The assumption that Cl_r = Cl_s is based on the idea that once water seeps below the rooting zone, most ET losses will cease and the chloride concentration will stabilize. To the extent that streamflow is derived from the subsurface as base flow, it should be chemically similar to the water that continues deeper into the aquifer. Analysis of samples collected at various times and locations upstream of the flume supported this assumption [1] . Most of the flow at the flumes was derived from groundwater discharging from shallow soil drainage (completed in a few days or weeks after a storm event) and deep groundwater drainage. During dry periods, when no flow reached the flumes, a small spring could usually be found about 45 meters upstream of the flume in the treated basin [1] . The concentration in the spring water (representing the deeper groundwater component) was nearly the same as the concentration in stream water sampled at the flume before and after dry periods. Therefore, the concentration of chloride in recharged water was very likely to have been the same as the concentration in the stream.

ET as a percent of precipitation was estimated using Equation (6) based on the volume-weighted concentration of chloride entering and exiting the basins in each stream over a specific time period. Six time periods, or integration periods, were selected to reflect the cycle of chloride entering and exiting the basins. The integration periods coincided with the water years, starting on October 1 and ending on September 30, and ranged from one water year to four water years in length of time. In general, the stream flow subsides at the end of September after the monsoon season has ended, defining the end and beginning of each integration period. The integration periods that are longer than one water year include dry periods or periods when significant rainfall occurred in September and the stream flow had not subsided.

To obtain the total mass of chloride, the average chloride concentration in precipitation was multiplied by the average volume of precipitation per day from the three stations. The total mass of chloride deposited through precipitation as well as dry deposition, which was also captured by the collectors, onto the 1.5 km² control basin and the 1.8 km² treated basin was calculated for each integration period.

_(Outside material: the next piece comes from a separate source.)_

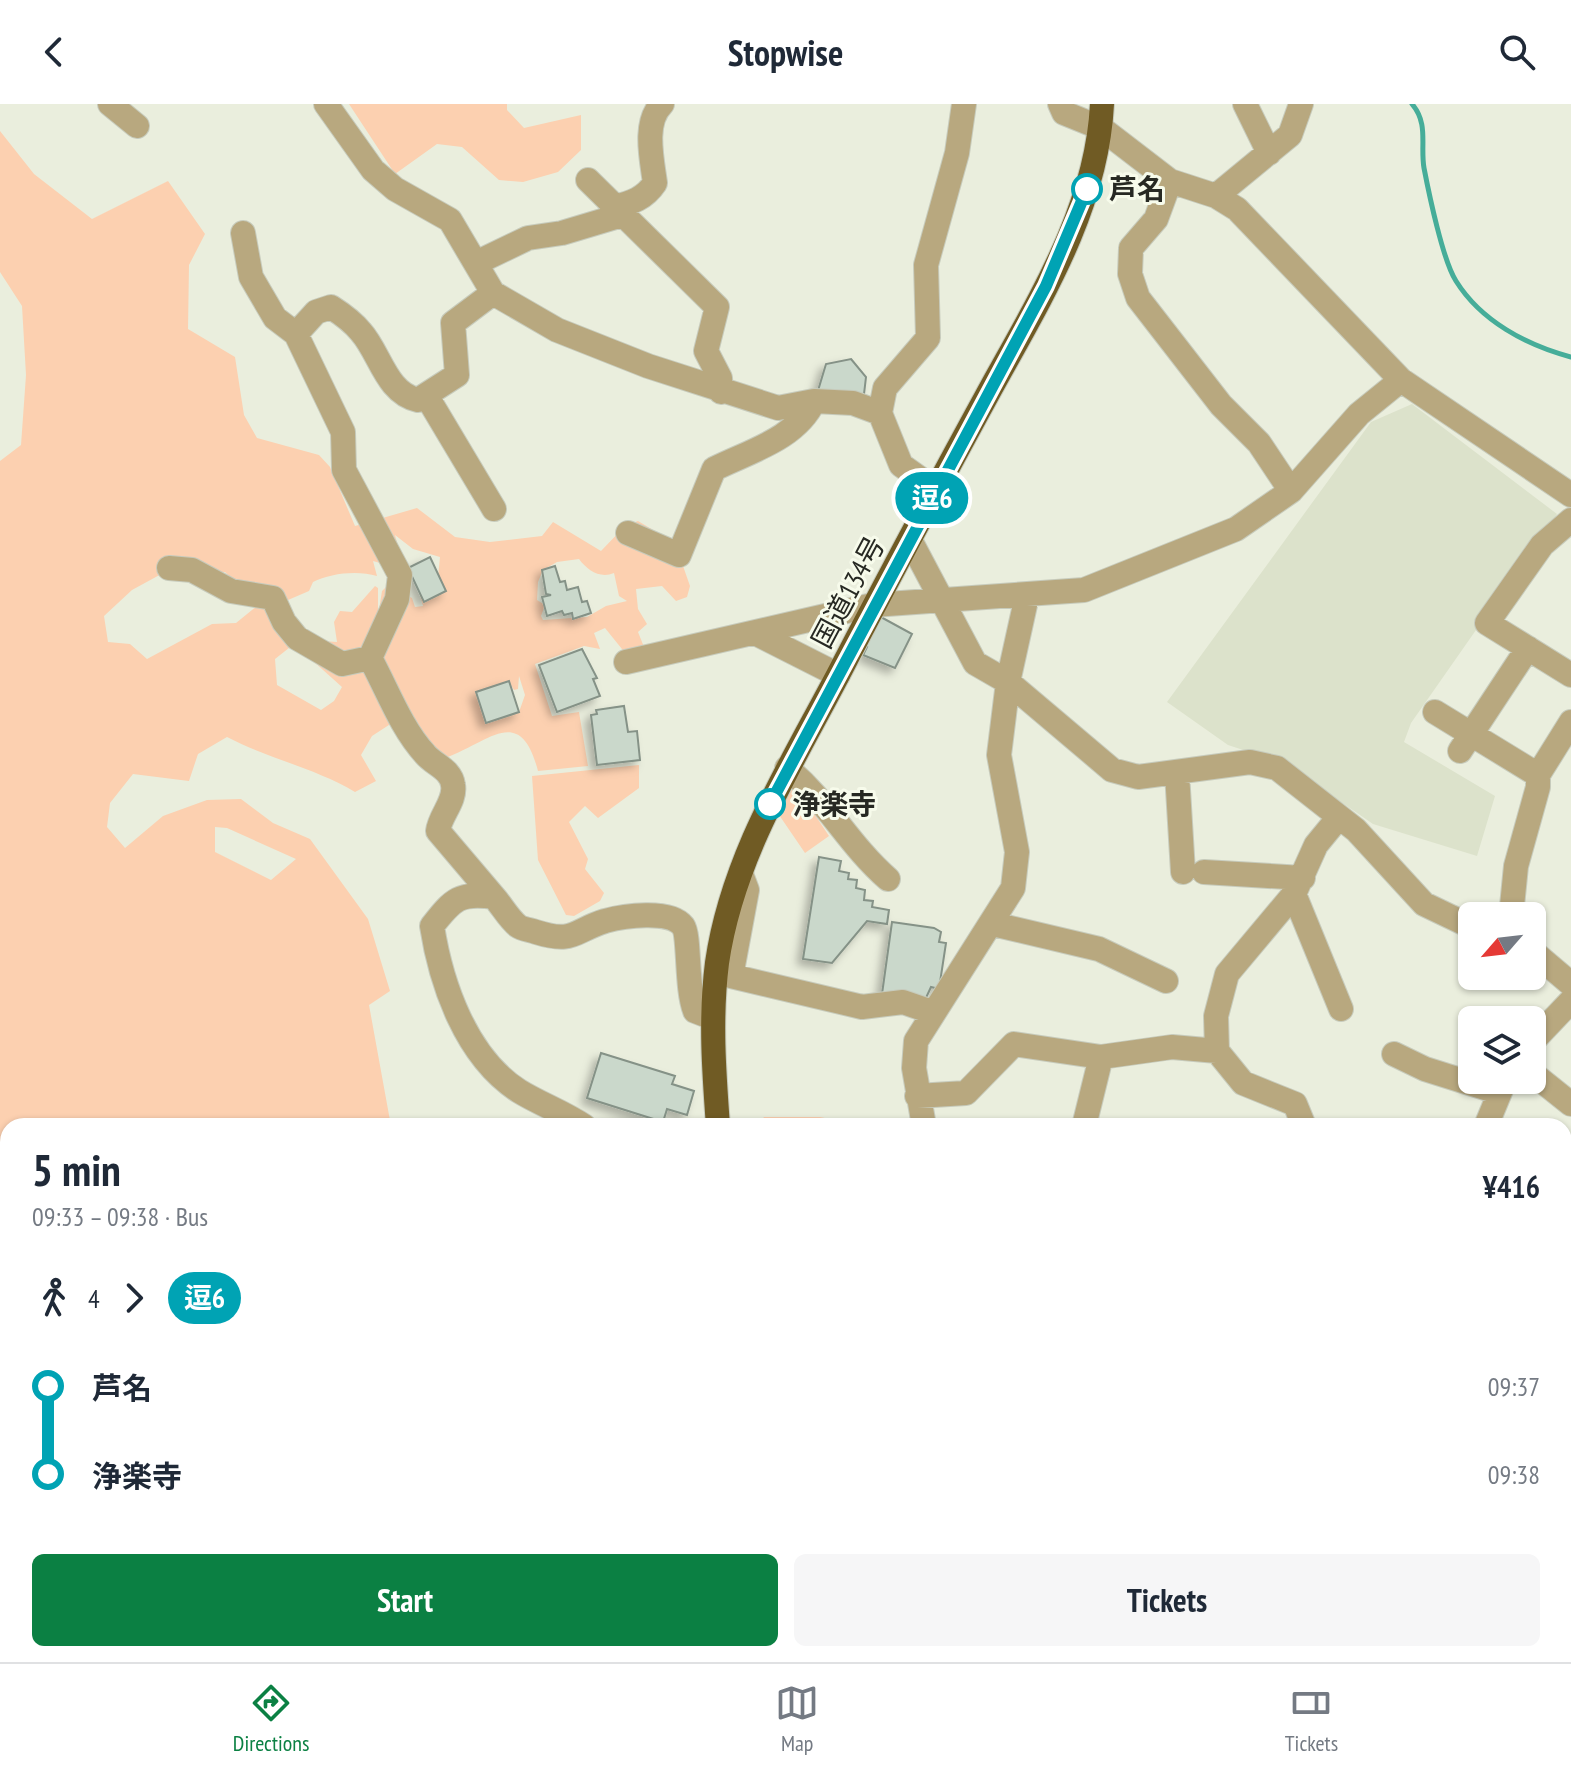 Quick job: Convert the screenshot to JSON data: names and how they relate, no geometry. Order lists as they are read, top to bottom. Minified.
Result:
{"streets":{"highway":["国道134号"]},"places":["芦名","浄楽寺"],"lines":["bus line 逗6"],"north":"bottom left","page":{"header":"Stopwise","on_map":"逗6","heading":["5 min","09:33 – 09:38 · Bus","¥416"],"legs":["4","逗6"],"list":[{"name":"芦名","value":"09:37"},{"name":"浄楽寺","value":"09:38"}],"buttons":["Start","Tickets"],"tabs":["Directions","Map","Tickets"]}}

The mass of chloride exiting in stream flow was calculated by multiplying the mean daily stream flow by the mean daily chloride concentration. The volume-weighted concentration in precipitation for each integration period was calculated by dividing the total mass of chloride by the total volume of precipitation and the volume-weighted concentration in stream flow was calculated similarly.

3. Results

ET was estimated to be as much as 94% and 86% of the total precipitation in the treated and control basins, respectively (Table 2). ET was consistently higher in the treated basin (90% - 94% of precipitation in the various integration periods) than the control basin (77% - 86% of precipitation). The volume-weighted chloride concentration in precipitation ranged from 0.18 to 0.24 mg/L (Table 2). The flow-weighted mean concentration in the treated basin stream ranged from 2.2 - 3.2 mg/L as compared to 0.9 - 1.4 mg/L in the control basin stream.

Using Equation (6) and the volume-weighted chloride concentrations in precipitation and stream flow, ET is overwhelmingly the largest component of outflow. The cumulative water budgets are illustrated in Figure 2 (treated basin) and Figure 3 (control basin) for the six integration periods. Recharge is estimated to be 1.7% - 7.2% of precipitation in the treated basin and 1.1% - 13.1% in the control basin using Equation (4). Changes in soil moisture storage were not significant between the basins or at the start or ending of the six integration periods. The amount of error in the water budgets is equivalent to the estimated inflow or outflow into in soil moisture storage because the calculations assumed that the change is soil moisture was zero.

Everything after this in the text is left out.